You may have been among the many Kansans who noticed that new line on this year’s state income tax form.

You may even have been one of those who helped surprise state officials by admitting to making an online purchase in 2004, thereby producing more revenue for the Kansas treasury.

“Frankly, we got more revenue than expected at this time,” said Richard Cram, director of policy and research at the Kansas Department of Revenue. “People aren’t used to paying that, so it’s a behavior change and it’s something new. Certainly, not everyone is going to ‘fess up to owing this. But we have a decent amount.”

Buyers making online purchases from out-of-state companies are required to pay what is called the compensating use tax in Kansas. The tax has been in place for several years. But most people tend to ignore it or don’t know it exists. And the law has been weakly enforced.

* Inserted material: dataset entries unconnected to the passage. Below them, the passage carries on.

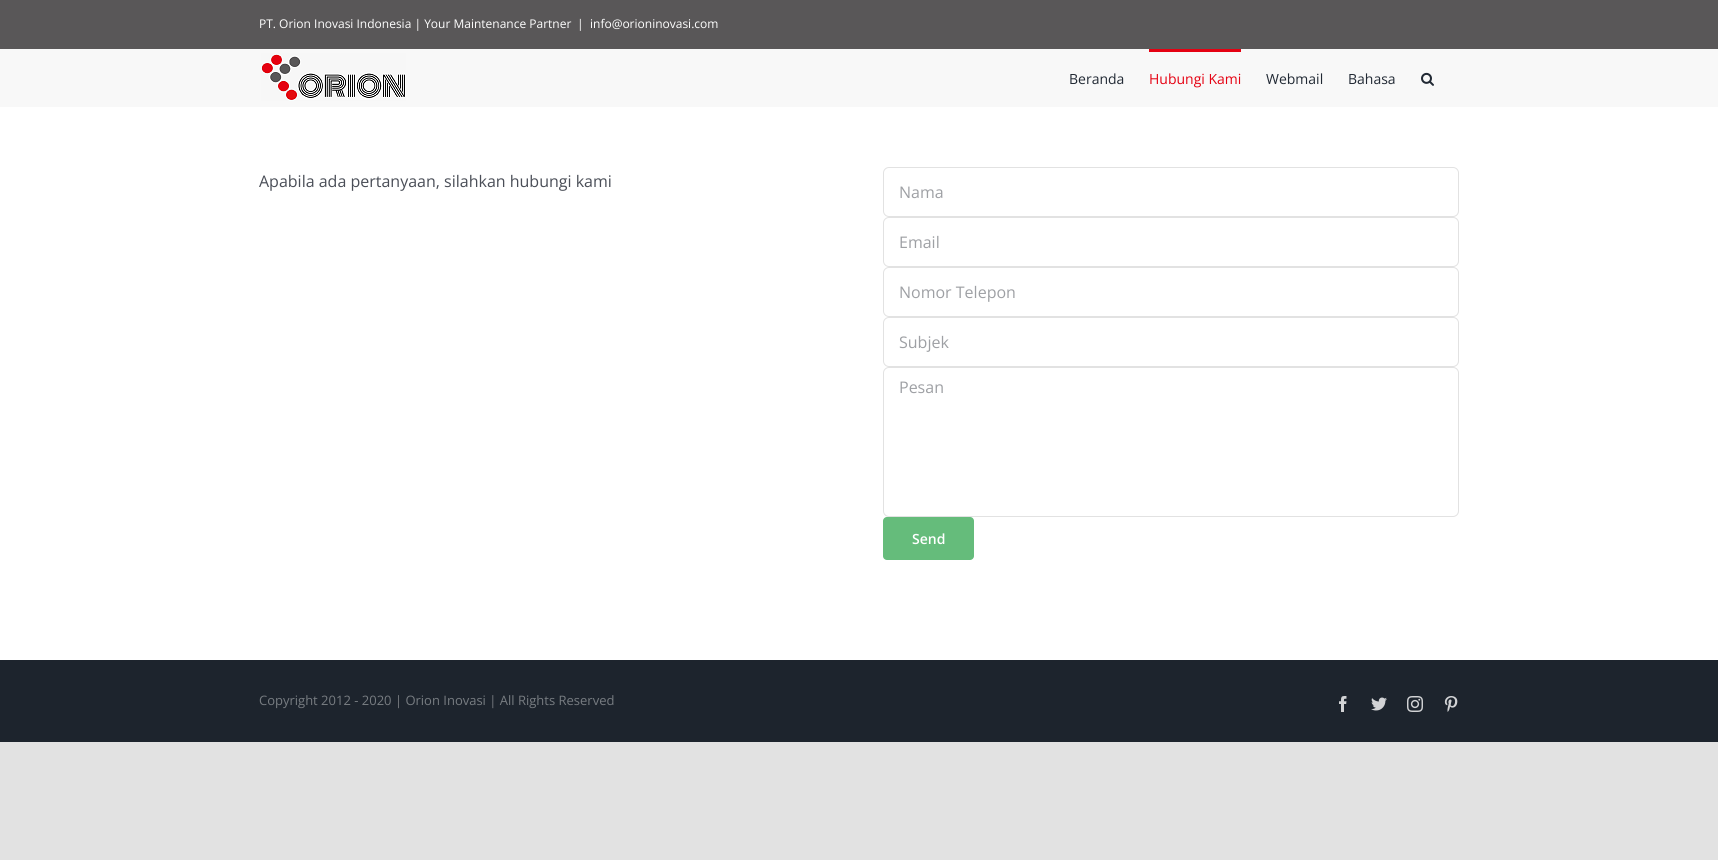 import math
import cairo

surface = cairo.ImageSurface(cairo.FORMAT_RGB24, 1718, 860)
ctx = cairo.Context(surface)
options = cairo.FontOptions()
options.set_hint_metrics(cairo.HINT_METRICS_OFF)
options.set_hint_style(cairo.HINT_STYLE_NONE)
ctx.set_font_options(options)
ctx.set_miter_limit(4)


def round_rect(x, y, w, h, r):
    ctx.new_sub_path()
    for i, (u, v) in enumerate([(x + w - r, y + h - r), (x + r, y + h - r), (x + r, y + r), (x + w - r, y + r)]):
        ctx.arc(u, v, r, i * math.pi / 2, (i + 1) * math.pi / 2)
    ctx.close_path()


def picture(path, x, y, w, h):
    ctx.save()
    ctx.set_source_surface(cairo.ImageSurface.create_from_png(path), x, y)
    ctx.rectangle(x, y, w, h)
    ctx.fill()
    ctx.restore()


ctx.set_source_rgb(0.886, 0.886, 0.886)
ctx.paint()
ctx.set_source_rgb(1, 1, 1)
ctx.rectangle(0, 107, 1718, 553)
ctx.fill()
ctx.set_source_rgb(0.349, 0.341, 0.345)
ctx.rectangle(0, 0, 1718, 49)
ctx.fill()
ctx.select_font_face("Open Sans")
ctx.set_font_size(12)
ctx.set_source_rgb(1, 1, 1)
ctx.move_to(259, 28)
ctx.show_text("PT. Orion Inovasi Indonesia | Your Maintenance Partner")
ctx.move_to(577, 28)
ctx.show_text("|")
ctx.move_to(590, 28)
ctx.show_text("info@orioninovasi.com")
ctx.set_source_rgb(0.969, 0.969, 0.969)
ctx.rectangle(0, 49, 1718, 58)
ctx.fill()
picture("img1.png", 261, 53, 145, 48)
ctx.set_font_size(14)
ctx.set_source_rgb(0.129, 0.161, 0.204)
ctx.move_to(1069, 84)
ctx.show_text("Beranda")
ctx.set_source_rgb(0.898, 0.004, 0.071)
ctx.rectangle(1149, 49, 92, 3)
ctx.fill()
ctx.move_to(1149, 84)
ctx.show_text("Hubungi Kami")
ctx.set_source_rgb(0.129, 0.161, 0.204)
ctx.move_to(1266, 84)
ctx.show_text("Webmail")
ctx.move_to(1348, 84)
ctx.show_text("Bahasa")
picture("img2.png", 1421, 72, 13, 14)
ctx.set_font_size(16)
ctx.set_source_rgb(0.29, 0.306, 0.341)
ctx.move_to(259, 187)
ctx.show_text("Apabila ada pertanyaan, silahkan hubungi kami")
round_rect(883.5, 167.5, 575, 49, 5.5)
ctx.set_source_rgb(0.886, 0.886, 0.886)
ctx.set_line_width(1)
ctx.stroke()
ctx.set_source_rgb(0.62, 0.627, 0.643)
ctx.move_to(899, 198)
ctx.show_text("Nama")
round_rect(883.5, 217.5, 575, 49, 5.5)
ctx.set_source_rgb(0.886, 0.886, 0.886)
ctx.stroke()
ctx.set_source_rgb(0.62, 0.627, 0.643)
ctx.move_to(899, 248)
ctx.show_text("Email")
round_rect(883.5, 267.5, 575, 49, 5.5)
ctx.set_source_rgb(0.886, 0.886, 0.886)
ctx.stroke()
ctx.set_source_rgb(0.62, 0.627, 0.643)
ctx.move_to(899, 298)
ctx.show_text("Nomor Telepon")
round_rect(883.5, 317.5, 575, 49, 5.5)
ctx.set_source_rgb(0.886, 0.886, 0.886)
ctx.stroke()
ctx.set_source_rgb(0.62, 0.627, 0.643)
ctx.move_to(899, 348)
ctx.show_text("Subjek")
round_rect(883.5, 367.5, 575, 149, 5.5)
ctx.set_source_rgb(0.886, 0.886, 0.886)
ctx.stroke()
ctx.set_source_rgb(0.62, 0.627, 0.643)
ctx.move_to(899, 393)
ctx.show_text("Pesan")
ctx.set_source_rgb(0.396, 0.737, 0.482)
round_rect(883, 517, 91, 43, 4)
ctx.fill()
ctx.select_font_face("Open Sans SemiBold")
ctx.set_font_size(14)
ctx.set_source_rgb(1, 1, 1)
ctx.move_to(912, 544)
ctx.show_text("Send")
ctx.set_source_rgb(0.114, 0.141, 0.176)
ctx.rectangle(0, 660, 1718, 82)
ctx.fill()
ctx.select_font_face("Open Sans")
ctx.set_font_size(13)
ctx.set_source_rgb(0.467, 0.486, 0.506)
ctx.move_to(259, 705)
ctx.show_text("Copyright 2012 - 2020 | Orion Inovasi | All Rights Reserved")
picture("img3.png", 1339, 696, 8, 16)
picture("img4.png", 1371, 697, 16, 14)
picture("img5.png", 1407, 696, 16, 16)
picture("img6.png", 1444, 696, 14, 16)
surface.write_to_png("page.png")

“In the past we have not devoted a lot of our audit resources to individuals,” Cram said. “I’m not going to tell you that we’re not going to pay attention to it at all. But most of our focus is on businesses, not individuals. It’s all a matter of how to best allocate resources.”

The use tax made its way onto the state income tax form this year at the suggestion of legislators. Tax returns must by filed by Friday.

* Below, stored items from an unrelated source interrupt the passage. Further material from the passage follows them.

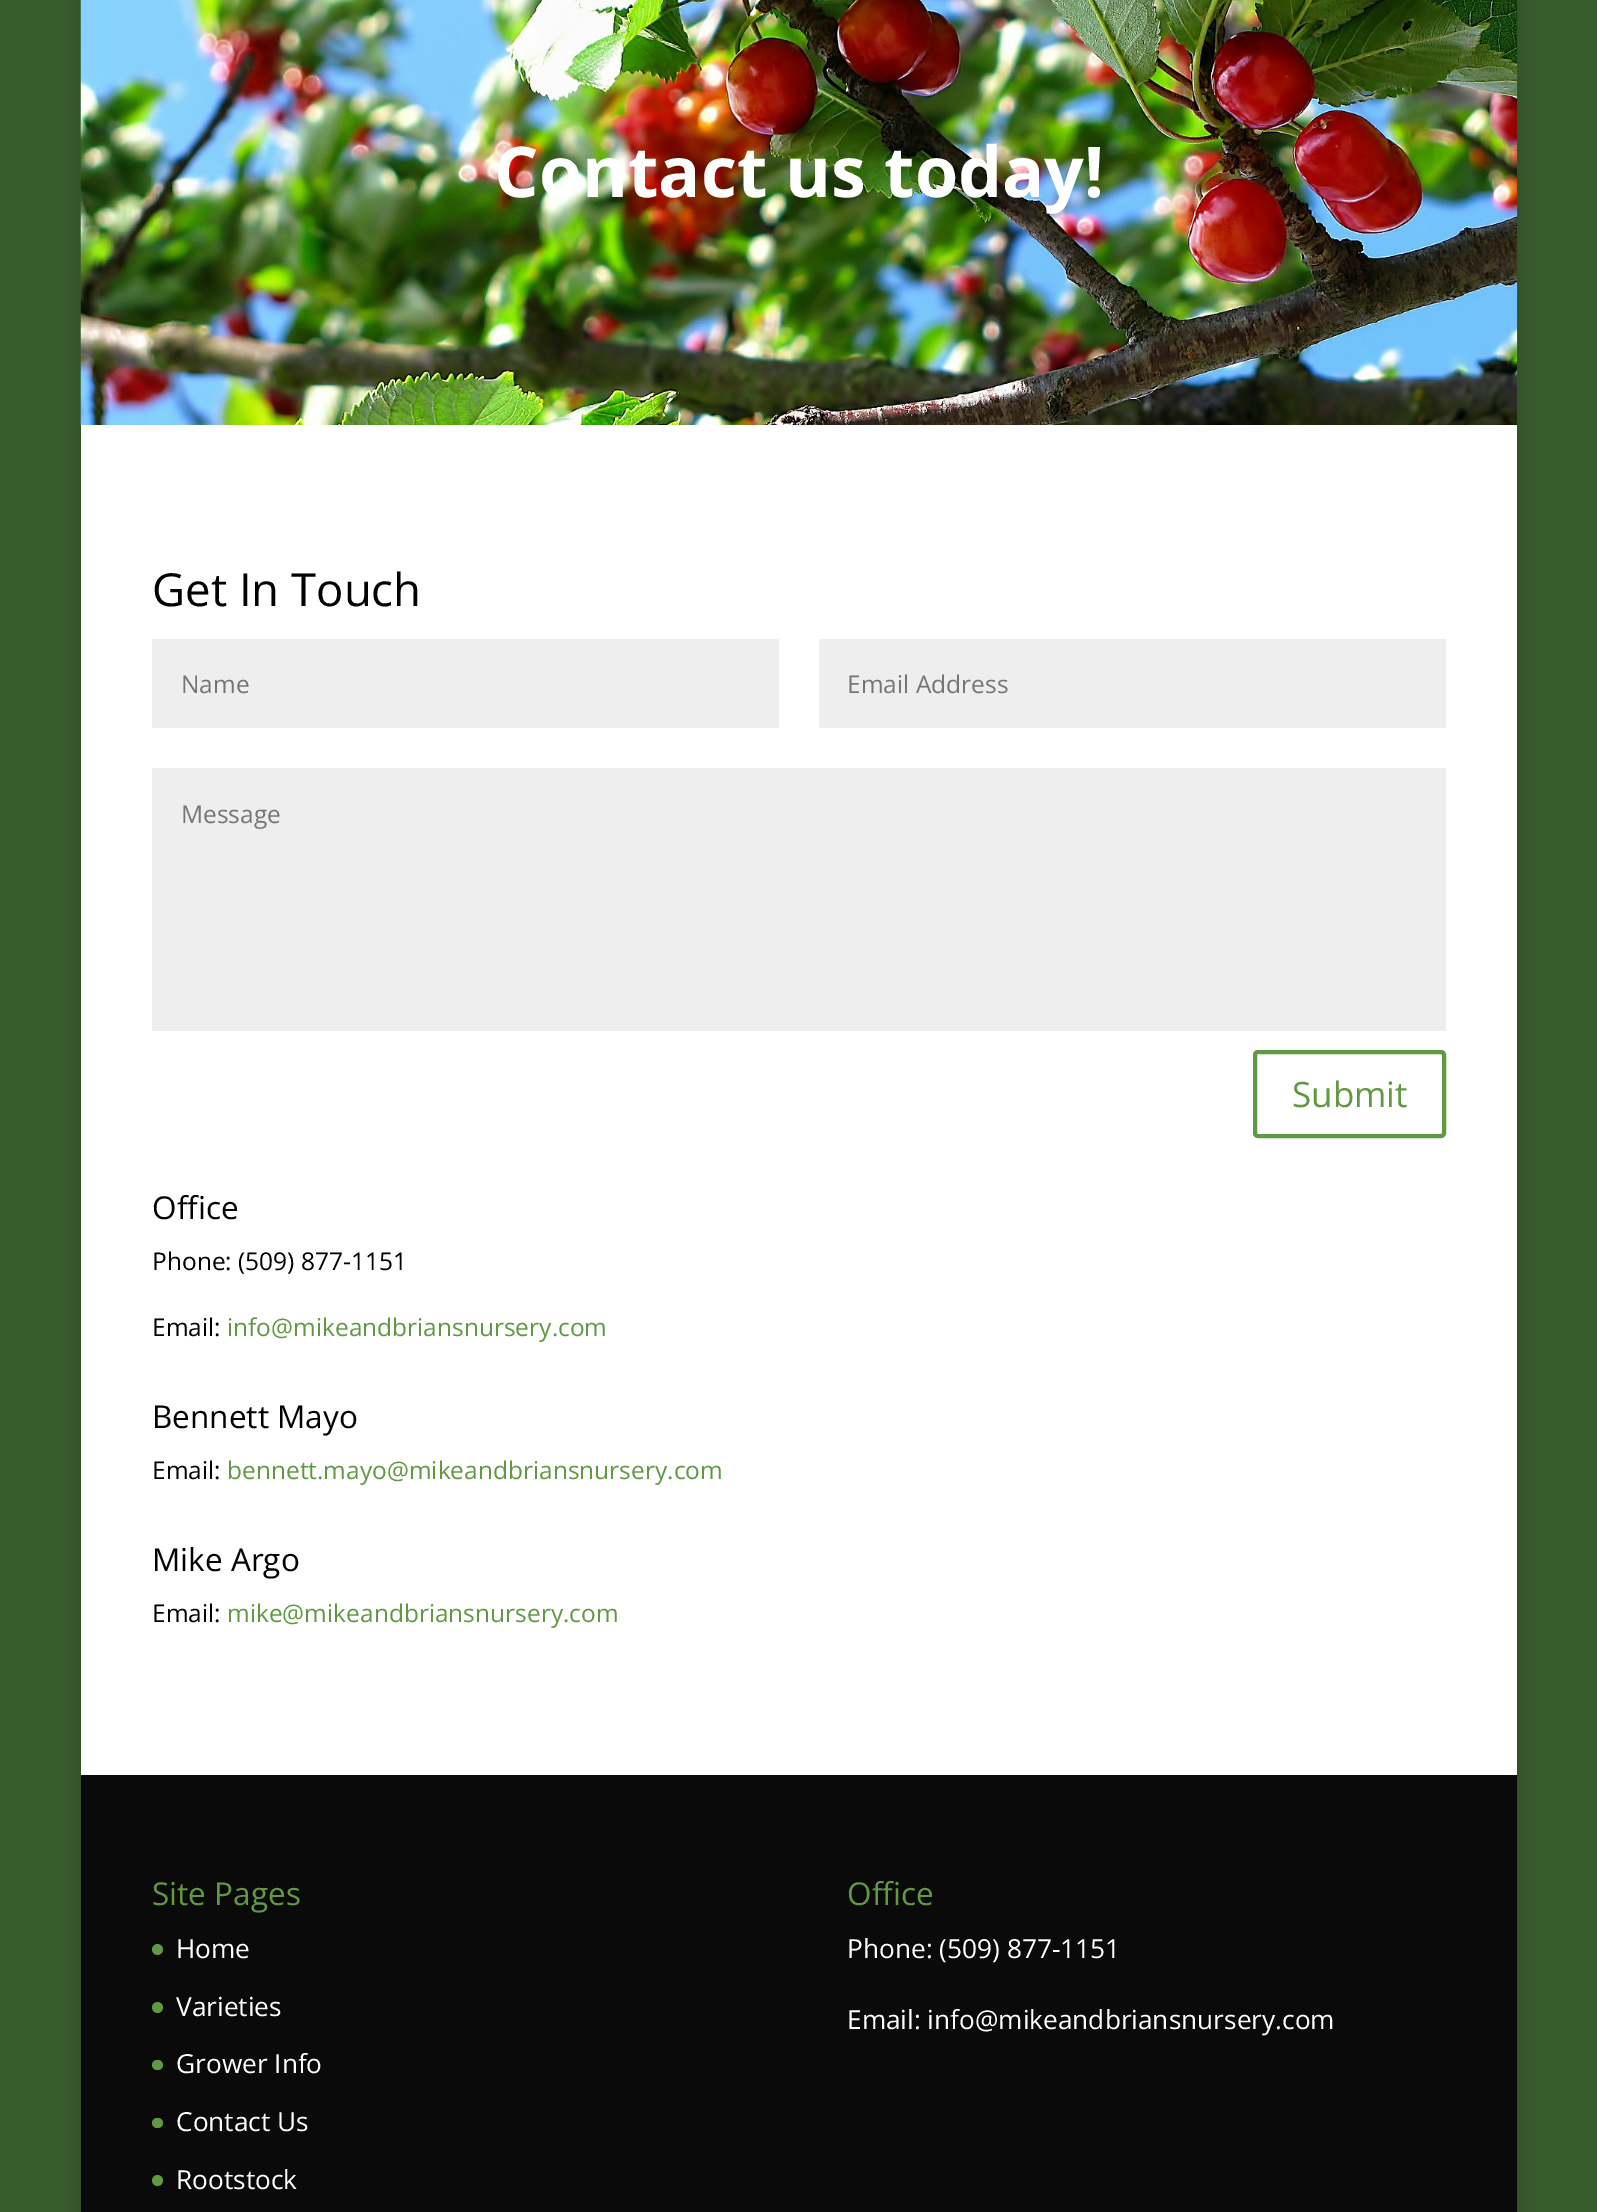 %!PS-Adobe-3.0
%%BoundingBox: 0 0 1597 2212
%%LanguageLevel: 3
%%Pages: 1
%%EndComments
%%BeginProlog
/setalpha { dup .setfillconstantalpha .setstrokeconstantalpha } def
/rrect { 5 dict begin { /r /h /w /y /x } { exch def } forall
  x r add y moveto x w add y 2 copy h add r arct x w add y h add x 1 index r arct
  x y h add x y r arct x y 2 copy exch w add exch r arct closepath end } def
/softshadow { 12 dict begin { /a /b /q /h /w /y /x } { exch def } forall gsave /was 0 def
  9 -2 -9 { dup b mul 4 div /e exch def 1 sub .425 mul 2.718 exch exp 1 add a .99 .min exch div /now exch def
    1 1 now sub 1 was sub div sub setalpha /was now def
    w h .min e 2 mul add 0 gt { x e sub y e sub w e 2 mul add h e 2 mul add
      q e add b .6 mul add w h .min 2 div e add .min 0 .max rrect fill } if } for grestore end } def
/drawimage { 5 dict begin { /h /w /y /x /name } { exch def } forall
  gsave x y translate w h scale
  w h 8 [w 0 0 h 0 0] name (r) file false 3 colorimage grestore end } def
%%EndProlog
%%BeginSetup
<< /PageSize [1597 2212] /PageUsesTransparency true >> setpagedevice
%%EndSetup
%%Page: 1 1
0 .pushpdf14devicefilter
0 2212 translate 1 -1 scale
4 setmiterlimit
0.216 0.361 0.173 setrgbcolor
0 0 1597 2212 rectfill
0 setgray
81 -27 1436 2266 0 9 0.2 softshadow
(images/1.raw) 80 0 1438 425 drawimage
1 setgray
81 425 1436 1350 rectfill
0.933 setgray
152 639 627 89 rectfill
819 639 627 89 rectfill
152 768 1294 263 rectfill
0.38 0.596 0.259 setrgbcolor
4 setlinewidth
1255 1052 189 84 3 rrect stroke
0.039 setgray
81 1775 1436 437 rectfill
0.38 0.596 0.259 setrgbcolor
newpath 157.5 1949.5 5.5 0 360 arc closepath fill
newpath 157.5 2007.5 5.5 0 360 arc closepath fill
152 2060 11 10 5 rrect fill
152 2118 11 10 5 rrect fill
newpath 157.5 2180.5 5.5 0 360 arc closepath fill
/OpenSans-Bold [70 0 0 -70 0 0] selectfont
1 setgray
494 197 moveto (Contact us today!) show
/OpenSans-Regular [45.5 0 0 -45.5 0 0] selectfont
0 setgray
152 606 moveto (Get In Touch) show
/OpenSans-Regular [24.5 0 0 -24.5 0 0] selectfont
0.459 setgray
181 693 moveto (Name) show
847 693 moveto (Email Address) show
181 823 moveto (Message) show
/OpenSans-Regular [35 0 0 -35 0 0] selectfont
0.38 0.596 0.259 setrgbcolor
1292 1107 moveto (Submit) show
/OpenSans-Regular [31.5 0 0 -31.5 0 0] selectfont
0 setgray
152 1219 moveto (Office) show
/OpenSans-Regular [24.5 0 0 -24.5 0 0] selectfont
152 1270 moveto (Phone: \(509\) 877-1151) show
152 1336 moveto (Email:) show
0.38 0.596 0.259 setrgbcolor
227 1336 moveto (info@mikeandbriansnursery.com) show
/OpenSans-Regular [31.5 0 0 -31.5 0 0] selectfont
0 setgray
152 1428 moveto (Bennett Mayo) show
/OpenSans-Regular [24.5 0 0 -24.5 0 0] selectfont
152 1479 moveto (Email:) show
0.38 0.596 0.259 setrgbcolor
227 1479 moveto (bennett.mayo@mikeandbriansnursery.com) show
/OpenSans-Regular [31.5 0 0 -31.5 0 0] selectfont
0 setgray
152 1571 moveto (Mike Argo) show
/OpenSans-Regular [24.5 0 0 -24.5 0 0] selectfont
152 1622 moveto (Email:) show
0.38 0.596 0.259 setrgbcolor
227 1622 moveto (mike@mikeandbriansnursery.com) show
/OpenSans-Regular [31.5 0 0 -31.5 0 0] selectfont
152 1905 moveto (Site Pages) show
/OpenSans-Regular [26.25 0 0 -26.25 0 0] selectfont
1 setgray
176 1958 moveto (Home) show
176 2016 moveto (Varieties) show
176 2073 moveto (Grower Info) show
176 2131 moveto (Contact Us) show
176 2189 moveto (Rootstock) show
/OpenSans-Regular [31.5 0 0 -31.5 0 0] selectfont
0.38 0.596 0.259 setrgbcolor
847 1905 moveto (Office) show
/OpenSans-Regular [26.25 0 0 -26.25 0 0] selectfont
1 setgray
847 1958 moveto (Phone: \(509\) 877-1151) show
847 2029 moveto (Email: info@mikeandbriansnursery.com) show
.poppdf14devicefilter showpage
%%EOF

“I think this is really a way for the state to say ‘Hey, if you have some of this stuff, you need to pay for it,'” Lawrence accountant Jim Long said.

Cram said the state had received $344,000 in use taxes by March 22, not that much in the big picture of Kansas tax collections. But it was more than revenue officials had expected, given the novelty of the line on the tax form.

It’s unknown how much money would be generated by the use tax if the amount due from all individual and nonbusiness purchases was collected.

Not being able to collect tax on Internet sales has been a problem for the revenue department, which has no ability to collect state sales tax from companies or retailers that have no physical presence in Kansas. The state law is that the buyer owes the use tax, Cram said.

But the method to report and pay the use tax in the past hasn’t been convenient. It required filling out a different form and sending it into the state.

It’s been a self-assessed tax, Long said. “So, even though in the past people may not have done it they should have been doing it,” he said.

As of April 6, 886,615 people had filed state tax returns. Of those, 550,083 were filed online, Cram said.